● What is being asked
Nothing in the records below should be altered in the copy, although the pictures must be left out.
--- Excerpted records Enclosed Below ---
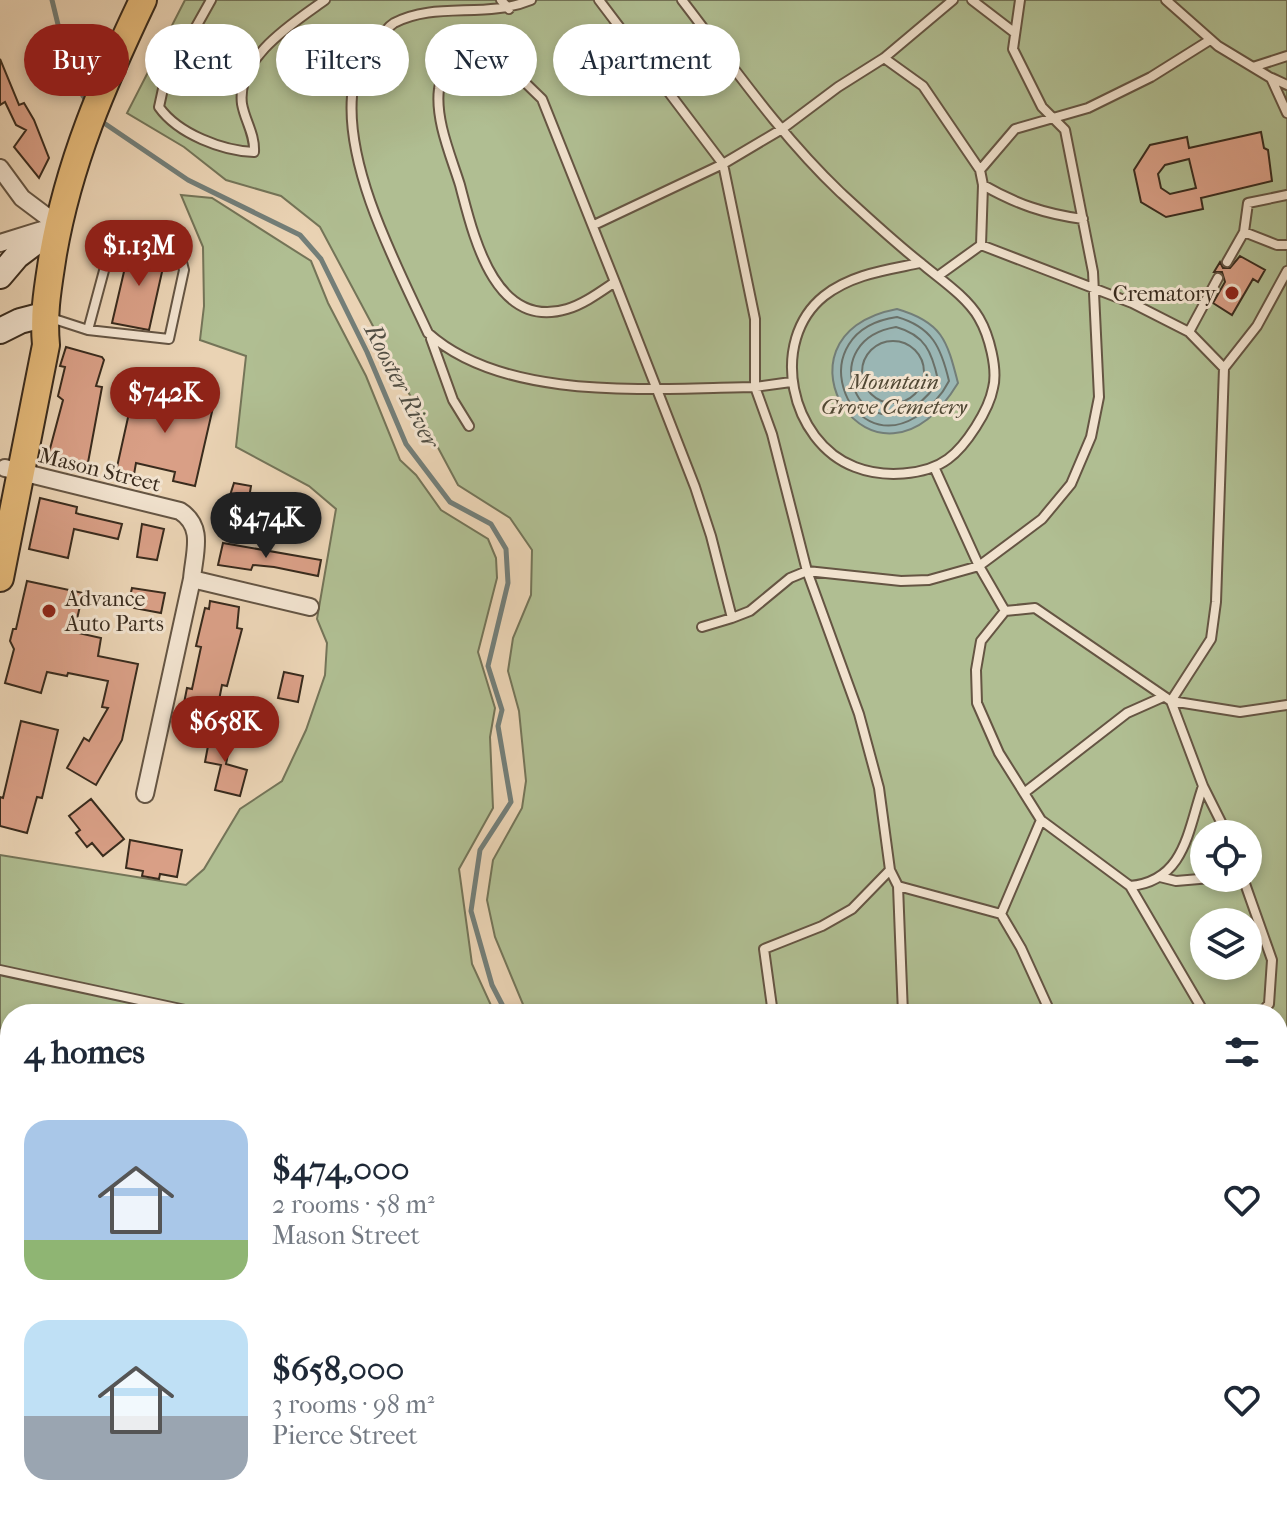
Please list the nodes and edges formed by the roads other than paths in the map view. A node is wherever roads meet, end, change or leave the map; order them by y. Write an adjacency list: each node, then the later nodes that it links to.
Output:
1 (143, 0): 29 (main road)
2 (211, 0): 3 (lane)
3 (325, 0)
4 (501, 0): 12 (lane)
5 (531, 0): 12 (lane)
6 (599, 0): 23 (lane)
7 (682, 0): 22 (lane)
8 (953, 0): 16 (lane)
9 (972, 0): 13 (lane)
10 (1020, 0): 13 (lane)
11 (1166, 0): 14 (lane)
12 (509, 9): 47 (lane)
13 (1015, 33): 21 (lane)
14 (1210, 40): 17 (lane); 21 (lane)
15 (1287, 56): 17 (lane)
16 (884, 58): 22 (lane); 25 (lane)
17 (1253, 67): 18 (lane)
18 (1271, 78): 19 (lane); 20 (lane)
19 (1287, 85)
20 (1287, 113)
21 (1054, 119): 25 (lane); 28 (lane)
22 (782, 129): 23 (lane); 36 (lane)
23 (723, 164): 30 (lane); 50 (lane)
24 (0, 168): 29 (street)
25 (980, 170): 26 (lane)
26 (983, 185): 28 (lane); 33 (lane)
27 (1287, 195): 31 (lane)
28 (1083, 219): 42 (lane)
29 (58, 225): 32 (street); 38 (main road); 43 (main road)
30 (594, 225): 41 (lane); 41 (lane)
31 (1244, 232): 34 (lane); 35 (lane)
32 (0, 243)
33 (981, 245): 39 (lane); 42 (lane)
34 (1287, 245)
35 (1227, 262)
36 (920, 263): 39 (lane); 49 (lane)
37 (1287, 271): 48 (lane)
38 (0, 276)
39 (938, 276): 53 (lane)
40 (1218, 278): 46 (lane)
41 (615, 282): 51 (lane)
42 (1092, 289): 46 (lane); 55 (lane)
43 (43, 315): 44 (main road); 45 (lane); 54 (main road)
44 (1, 327)
45 (88, 330): 45 (lane)
46 (1189, 332): 48 (lane)
47 (428, 333): 51 (lane); 52 (lane)
48 (1224, 368): 63 (lane)
49 (791, 382): 50 (lane); 53 (lane)
50 (755, 387): 51 (lane); 56 (lane)
51 (656, 388): 61 (lane)
52 (469, 426)
53 (935, 469): 55 (lane)
54 (9, 477): 57 (main road); 58 (street, Mason Street)
55 (979, 566): 56 (lane); 60 (lane)
56 (807, 571): 61 (lane); 70 (lane)
57 (0, 578)
58 (192, 579): 59 (street); 67 (street)
59 (310, 607)
60 (1005, 611): 63 (lane); 66 (lane)
61 (732, 618): 62 (lane)
62 (702, 627)
63 (1167, 699): 64 (lane); 65 (lane); 66 (lane)
64 (1287, 705)
65 (1203, 786): 69 (lane); 71 (lane)
66 (1024, 793): 68 (lane)
67 (145, 794)
68 (1041, 820): 74 (lane); 76 (lane)
69 (1220, 820)
70 (890, 870): 73 (lane); 79 (lane)
71 (1160, 877): 72 (lane); 74 (lane)
72 (1190, 880)
73 (898, 886): 76 (lane); 80 (lane)
74 (1130, 886): 82 (lane)
75 (1248, 892): 83 (lane)
76 (1001, 914): 81 (lane)
77 (0, 970): 78 (lane)
78 (158, 1004)
79 (772, 1004)
80 (903, 1004)
81 (1046, 1004)
82 (1199, 1004)
83 (1269, 1004)

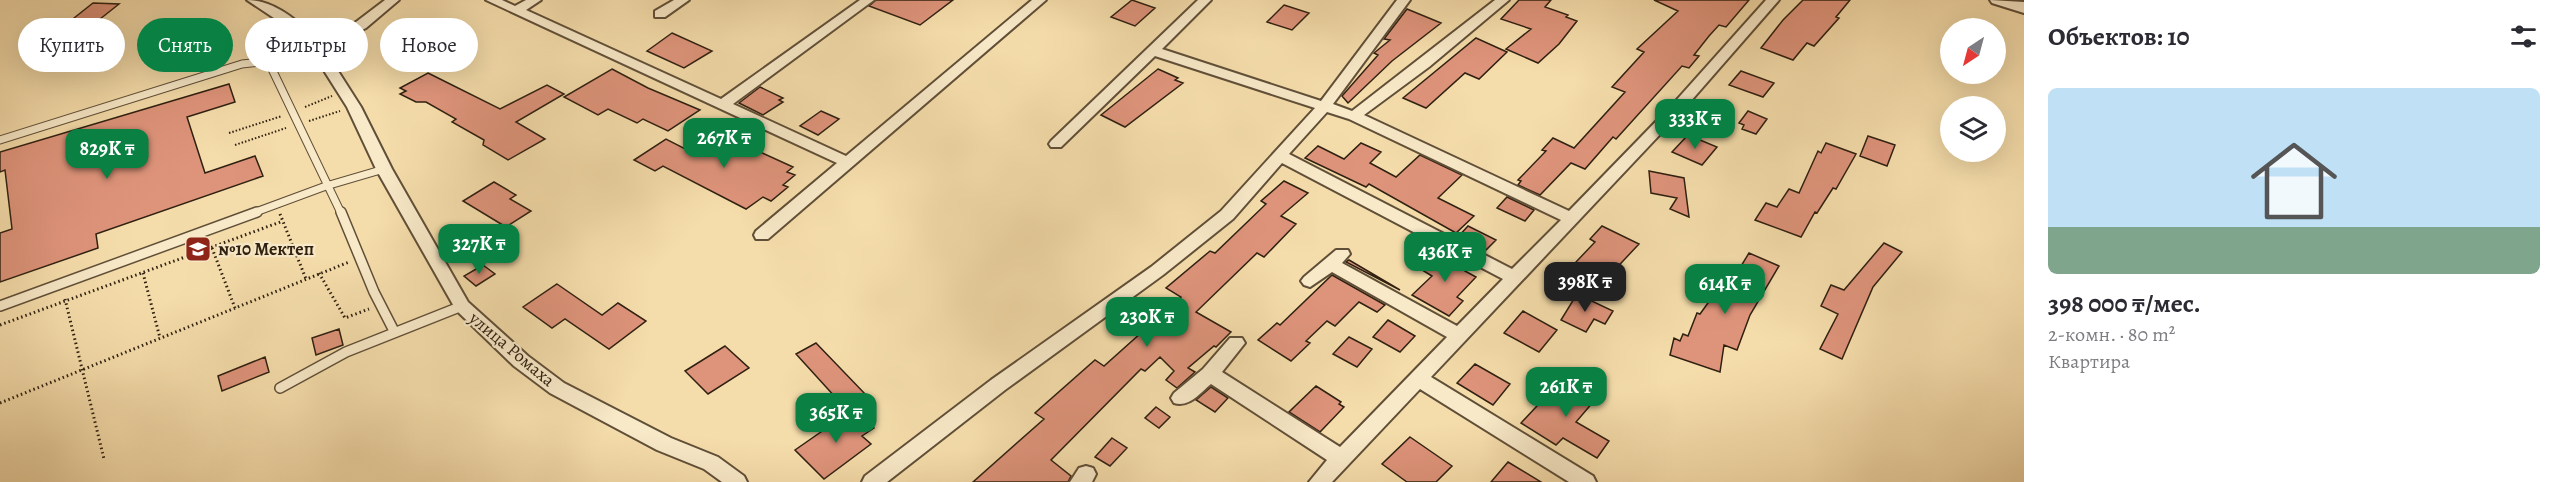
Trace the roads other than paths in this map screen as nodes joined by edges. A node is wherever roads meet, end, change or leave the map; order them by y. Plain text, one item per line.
1 (253, 0) edge
2 (393, 0) edge
3 (492, 0) edge
4 (535, 0) edge
5 (682, 0) edge
6 (868, 0) edge
7 (1040, 0) edge
8 (1204, 0) edge
9 (1404, 0) edge
10 (1503, 0) edge
11 (1773, 0) edge
12 (1996, 0) edge
13 (2024, 6) edge
14 (517, 10) junction
15 (660, 14) dead end
16 (282, 18) edge
17 (368, 19) edge
18 (1154, 51) junction
19 (331, 72) edge
20 (721, 106) junction
21 (1324, 106) junction
22 (1353, 116) junction
23 (0, 140) edge
24 (1056, 144) dead end
25 (1279, 155) junction
26 (850, 163) junction
27 (384, 169) junction
28 (327, 186) junction
29 (1571, 218) junction
30 (762, 235) dead end
31 (1513, 277) junction
32 (1310, 280) dead end
33 (0, 306) edge
34 (462, 306) junction
35 (394, 331) junction
36 (1458, 335) junction
37 (1236, 343) dead end
38 (1210, 374) junction
39 (1418, 379) junction
40 (280, 387) dead end
41 (1181, 398) dead end
42 (1340, 458) junction
43 (737, 482) edge
44 (872, 482) edge
45 (1319, 482) edge
46 (1586, 482) edge

1 - 16 street, улица Ромаха
2 - 17 street
3 - 14 street
4 - 14 street
5 - 15 street
6 - 20 street
7 - 26 street
8 - 18 street
9 - 21 street
10 - 22 street
11 - 29 street
12 - 13 street
14 - 20 street
18 - 21 street
18 - 24 street
19 - 27 street, улица Ромаха
20 - 26 street
21 - 22 street
21 - 25 street
22 - 29 street
23 - 28 lane
25 - 31 street
25 - 44 street
26 - 30 street
27 - 28 lane
27 - 34 street, улица Ромаха
28 - 33 lane
28 - 35 lane
29 - 31 street
31 - 36 street
32 - 36 street
34 - 35 lane
34 - 43 street, улица Ромаха
35 - 40 lane
36 - 39 street
37 - 38 street
38 - 41 street
38 - 42 street
39 - 42 street
39 - 46 street
42 - 45 street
--- End of Enclosed Excerpted records ---
● Final answer
Please list the nodes and edges formed by the roads other than paths in the map view. A node is wherever roads meet, end, change or leave the map; order them by y. Write an adjacency list: each node, then the later nodes that it links to.
Output:
1 (143, 0): 29 (main road)
2 (211, 0): 3 (lane)
3 (325, 0)
4 (501, 0): 12 (lane)
5 (531, 0): 12 (lane)
6 (599, 0): 23 (lane)
7 (682, 0): 22 (lane)
8 (953, 0): 16 (lane)
9 (972, 0): 13 (lane)
10 (1020, 0): 13 (lane)
11 (1166, 0): 14 (lane)
12 (509, 9): 47 (lane)
13 (1015, 33): 21 (lane)
14 (1210, 40): 17 (lane); 21 (lane)
15 (1287, 56): 17 (lane)
16 (884, 58): 22 (lane); 25 (lane)
17 (1253, 67): 18 (lane)
18 (1271, 78): 19 (lane); 20 (lane)
19 (1287, 85)
20 (1287, 113)
21 (1054, 119): 25 (lane); 28 (lane)
22 (782, 129): 23 (lane); 36 (lane)
23 (723, 164): 30 (lane); 50 (lane)
24 (0, 168): 29 (street)
25 (980, 170): 26 (lane)
26 (983, 185): 28 (lane); 33 (lane)
27 (1287, 195): 31 (lane)
28 (1083, 219): 42 (lane)
29 (58, 225): 32 (street); 38 (main road); 43 (main road)
30 (594, 225): 41 (lane); 41 (lane)
31 (1244, 232): 34 (lane); 35 (lane)
32 (0, 243)
33 (981, 245): 39 (lane); 42 (lane)
34 (1287, 245)
35 (1227, 262)
36 (920, 263): 39 (lane); 49 (lane)
37 (1287, 271): 48 (lane)
38 (0, 276)
39 (938, 276): 53 (lane)
40 (1218, 278): 46 (lane)
41 (615, 282): 51 (lane)
42 (1092, 289): 46 (lane); 55 (lane)
43 (43, 315): 44 (main road); 45 (lane); 54 (main road)
44 (1, 327)
45 (88, 330): 45 (lane)
46 (1189, 332): 48 (lane)
47 (428, 333): 51 (lane); 52 (lane)
48 (1224, 368): 63 (lane)
49 (791, 382): 50 (lane); 53 (lane)
50 (755, 387): 51 (lane); 56 (lane)
51 (656, 388): 61 (lane)
52 (469, 426)
53 (935, 469): 55 (lane)
54 (9, 477): 57 (main road); 58 (street, Mason Street)
55 (979, 566): 56 (lane); 60 (lane)
56 (807, 571): 61 (lane); 70 (lane)
57 (0, 578)
58 (192, 579): 59 (street); 67 (street)
59 (310, 607)
60 (1005, 611): 63 (lane); 66 (lane)
61 (732, 618): 62 (lane)
62 (702, 627)
63 (1167, 699): 64 (lane); 65 (lane); 66 (lane)
64 (1287, 705)
65 (1203, 786): 69 (lane); 71 (lane)
66 (1024, 793): 68 (lane)
67 (145, 794)
68 (1041, 820): 74 (lane); 76 (lane)
69 (1220, 820)
70 (890, 870): 73 (lane); 79 (lane)
71 (1160, 877): 72 (lane); 74 (lane)
72 (1190, 880)
73 (898, 886): 76 (lane); 80 (lane)
74 (1130, 886): 82 (lane)
75 (1248, 892): 83 (lane)
76 (1001, 914): 81 (lane)
77 (0, 970): 78 (lane)
78 (158, 1004)
79 (772, 1004)
80 (903, 1004)
81 (1046, 1004)
82 (1199, 1004)
83 (1269, 1004)

Trace the roads other than paths in this map screen as nodes joined by edges. A node is wherever roads meet, end, change or leave the map; order them by y. Plain text, one item per line.
1 (253, 0) edge
2 (393, 0) edge
3 (492, 0) edge
4 (535, 0) edge
5 (682, 0) edge
6 (868, 0) edge
7 (1040, 0) edge
8 (1204, 0) edge
9 (1404, 0) edge
10 (1503, 0) edge
11 (1773, 0) edge
12 (1996, 0) edge
13 (2024, 6) edge
14 (517, 10) junction
15 (660, 14) dead end
16 (282, 18) edge
17 (368, 19) edge
18 (1154, 51) junction
19 (331, 72) edge
20 (721, 106) junction
21 (1324, 106) junction
22 (1353, 116) junction
23 (0, 140) edge
24 (1056, 144) dead end
25 (1279, 155) junction
26 (850, 163) junction
27 (384, 169) junction
28 (327, 186) junction
29 (1571, 218) junction
30 (762, 235) dead end
31 (1513, 277) junction
32 (1310, 280) dead end
33 (0, 306) edge
34 (462, 306) junction
35 (394, 331) junction
36 (1458, 335) junction
37 (1236, 343) dead end
38 (1210, 374) junction
39 (1418, 379) junction
40 (280, 387) dead end
41 (1181, 398) dead end
42 (1340, 458) junction
43 (737, 482) edge
44 (872, 482) edge
45 (1319, 482) edge
46 (1586, 482) edge

1 - 16 street, улица Ромаха
2 - 17 street
3 - 14 street
4 - 14 street
5 - 15 street
6 - 20 street
7 - 26 street
8 - 18 street
9 - 21 street
10 - 22 street
11 - 29 street
12 - 13 street
14 - 20 street
18 - 21 street
18 - 24 street
19 - 27 street, улица Ромаха
20 - 26 street
21 - 22 street
21 - 25 street
22 - 29 street
23 - 28 lane
25 - 31 street
25 - 44 street
26 - 30 street
27 - 28 lane
27 - 34 street, улица Ромаха
28 - 33 lane
28 - 35 lane
29 - 31 street
31 - 36 street
32 - 36 street
34 - 35 lane
34 - 43 street, улица Ромаха
35 - 40 lane
36 - 39 street
37 - 38 street
38 - 41 street
38 - 42 street
39 - 42 street
39 - 46 street
42 - 45 street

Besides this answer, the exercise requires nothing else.